🤖 AI Summary
Existing self-supervised image encoders (e.g., DINO) rely solely on static images and thus struggle to capture spatiotemporal and geometric priors inherent in video, limiting their effectiveness in physics-aware perception tasks. To address this, we propose a video self-distillation framework that leverages only a single two-hour unlabeled video clip to supervise a static image encoder in predicting features of the next frame. This enables implicit learning of temporal continuity and 3D spatial structure—without requiring auxiliary modules such as optical flow estimation or object tracking—and fully preserves compatibility with standard image-based pretraining pipelines.
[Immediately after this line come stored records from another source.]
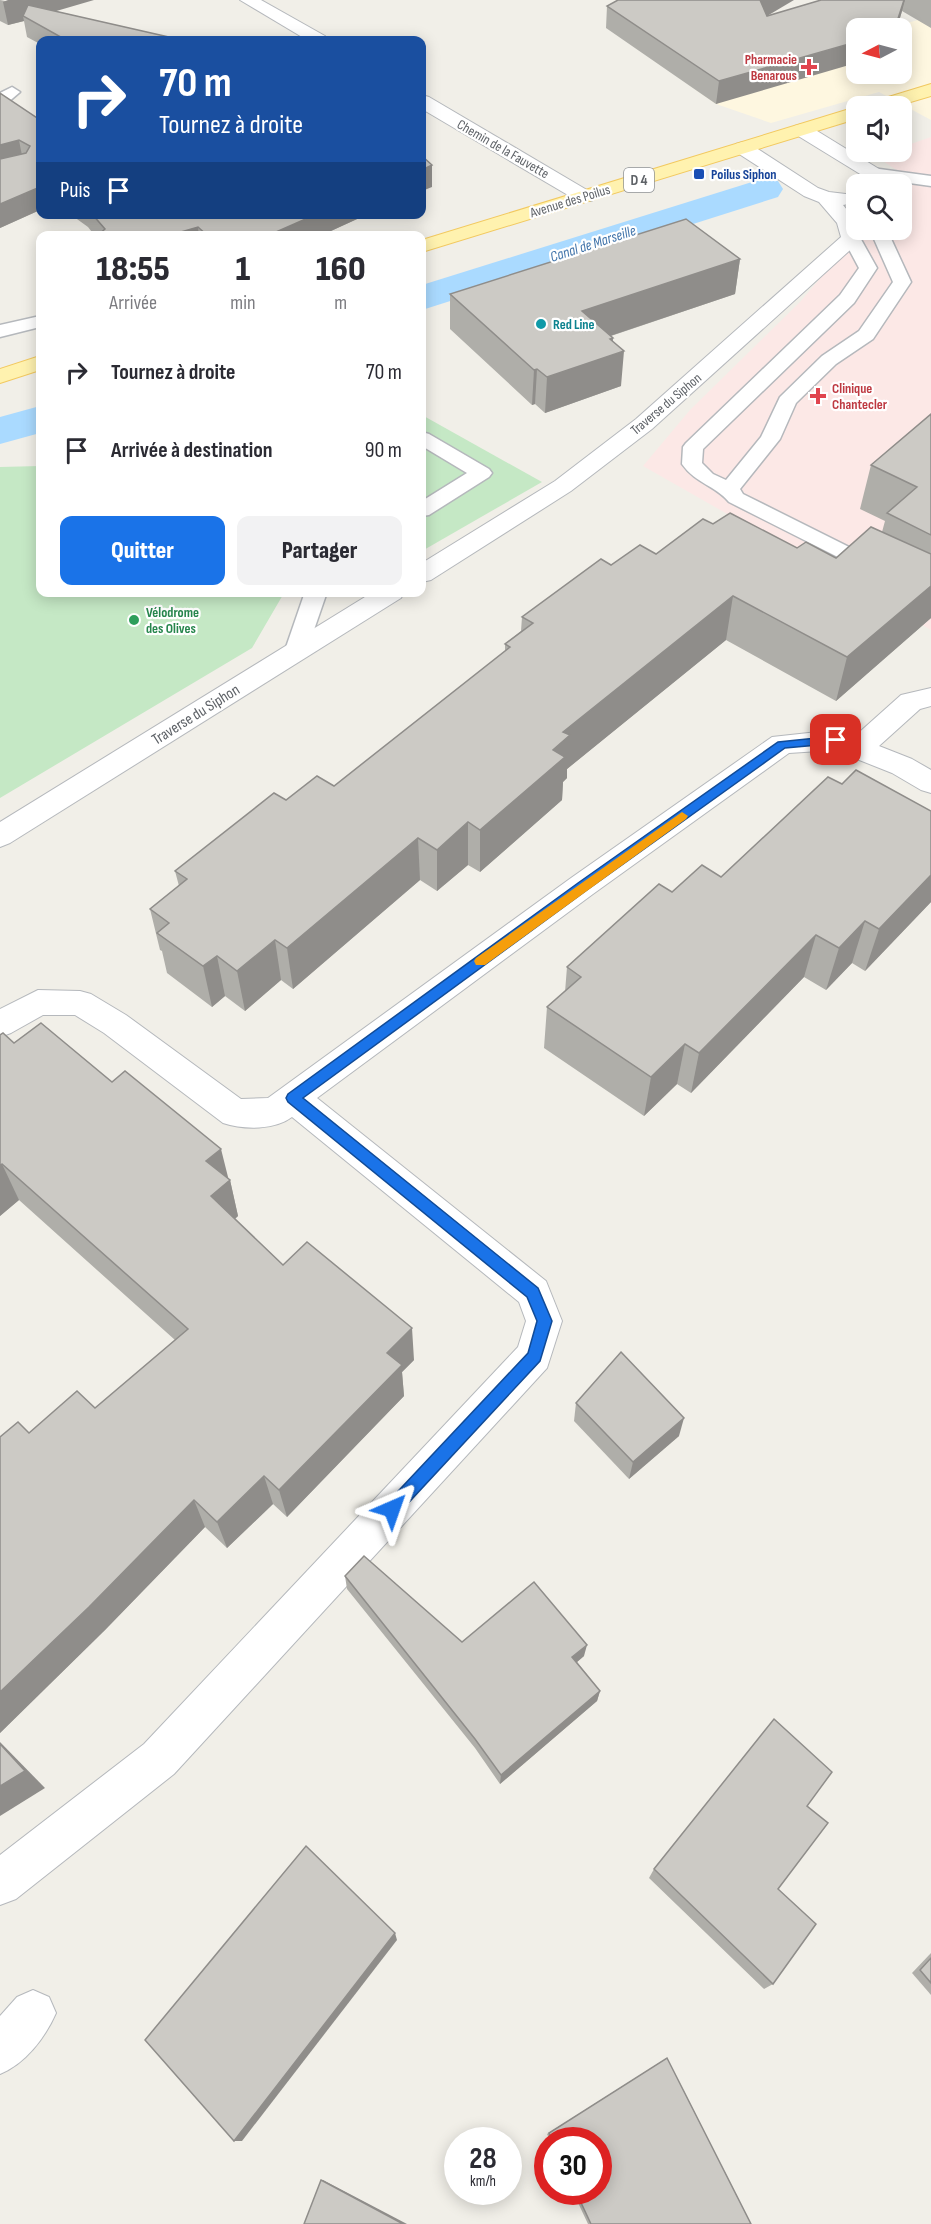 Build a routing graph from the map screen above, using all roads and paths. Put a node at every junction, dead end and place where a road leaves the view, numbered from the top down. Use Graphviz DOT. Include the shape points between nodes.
graph roads {
  1 [pos="249,0"];
  2 [pos="312,36"];
  3 [pos="931,90"];
  4 [pos="912,96"];
  5 [pos="426,103"];
  6 [pos="846,116"];
  7 [pos="802,130"];
  8 [pos="743,148"];
  9 [pos="868,174"];
  10 [pos="912,180"];
  11 [pos="931,181"];
  12 [pos="585,196"];
  13 [pos="826,198"];
  14 [pos="846,199"];
  15 [pos="846,221"];
  16 [pos="850,240"];
  17 [pos="853,240"];
  18 [pos="883,240"];
  19 [pos="426,245"];
  20 [pos="36,323"];
  21 [pos="0,331"];
  22 [pos="36,364"];
  23 [pos="0,376"];
  24 [pos="426,440"];
  25 [pos="729,489"];
  26 [pos="426,508"];
  27 [pos="426,572"];
  28 [pos="314,597"];
  29 [pos="384,597"];
  30 [pos="931,597"];
  31 [pos="295,653"];
  32 [pos="931,697"];
  33 [pos="858,749"];
  34 [pos="931,783"];
  35 [pos="0,836"];
  36 [pos="0,1024"];
  37 [pos="293,1098"];
  38 [pos="0,1883"];
  39 [pos="33,2013"];
  40 [pos="0,2051"];
  1 -- 2 [label="street"];
  3 -- 4 [label="main road"];
  5 -- 12 [label="street, Chemin de la Fauvette"];
  6 -- 7 [label="main road, Avenue des Poilus / D 4"];
  7 -- 8 [label="main road, Avenue des Poilus / D 4"];
  7 -- 9 [label="street"];
  8 -- 12 [label="main road, Avenue des Poilus / D 4"];
  8 -- 13 [label="street"];
  10 -- 11 [label="lane"];
  12 -- 19 [label="main road, Avenue des Poilus / D 4"];
  13 -- 14 [label="street"];
  13 -- 15 [label="street"];
  16 -- 27 [label="street, Traverse du Siphon" via="644,424 563,486"];
  17 -- 25 [label="lane" via="868,268 847,299 693,447 692,464 706,478"];
  18 -- 25 [label="lane" via="902,282 866,335 829,360 787,401 770,439"];
  20 -- 21 [label="lane"];
  22 -- 23 [label="main road"];
  24 -- 26 [label="lane" via="482,473"];
  25 -- 30 [label="lane" via="736,498"];
  28 -- 31 [label="lane"];
  29 -- 31 [label="street, Traverse du Siphon"];
  31 -- 35 [label="street, Traverse du Siphon"];
  32 -- 33 [label="street" via="911,702"];
  33 -- 34 [label="street" via="902,766"];
  33 -- 37 [label="street" via="836,740 782,744"];
  36 -- 37 [label="street" via="38,1002 80,1003 115,1024 235,1113 274,1112"];
  37 -- 38 [label="street" via="533,1292 544,1321 534,1356 159,1759"];
  39 -- 40 [label="street"];
}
To our knowledge, this is the first method to endow purely image-pretrained encoders with robust spatiotemporal and geometric awareness using only short-duration video. On ADE20K semantic segmentation, our approach improves mIoU by 1.4 percentage points (35.0 → 36.4), demonstrating a substantial enhancement in modeling physical-world structure.
📝 Abstract
Self-supervised image encoders such as DINO have recently gained significant interest for learning robust visual features without labels. However, most SSL methods train on static images and miss the temporal cues inherent in videos. We introduce a video-distilled single-image encoder trained to predict the next-frame representation from the current frame. This simple objective injects 3D spatial and temporal priors without optical flow or tracking. When pre-training on a single 2-hour video, our approach raises the mean Intersection-over-Union (mIoU) on ADE20K from 35.0 (DoRA) to 36.4 while remaining a drop-in replacement for image-only pipelines. Our results highlight video self-distillation as a lightweight route to geometry-aware perception an essential ingredient for physically plausible world models and Physical AI.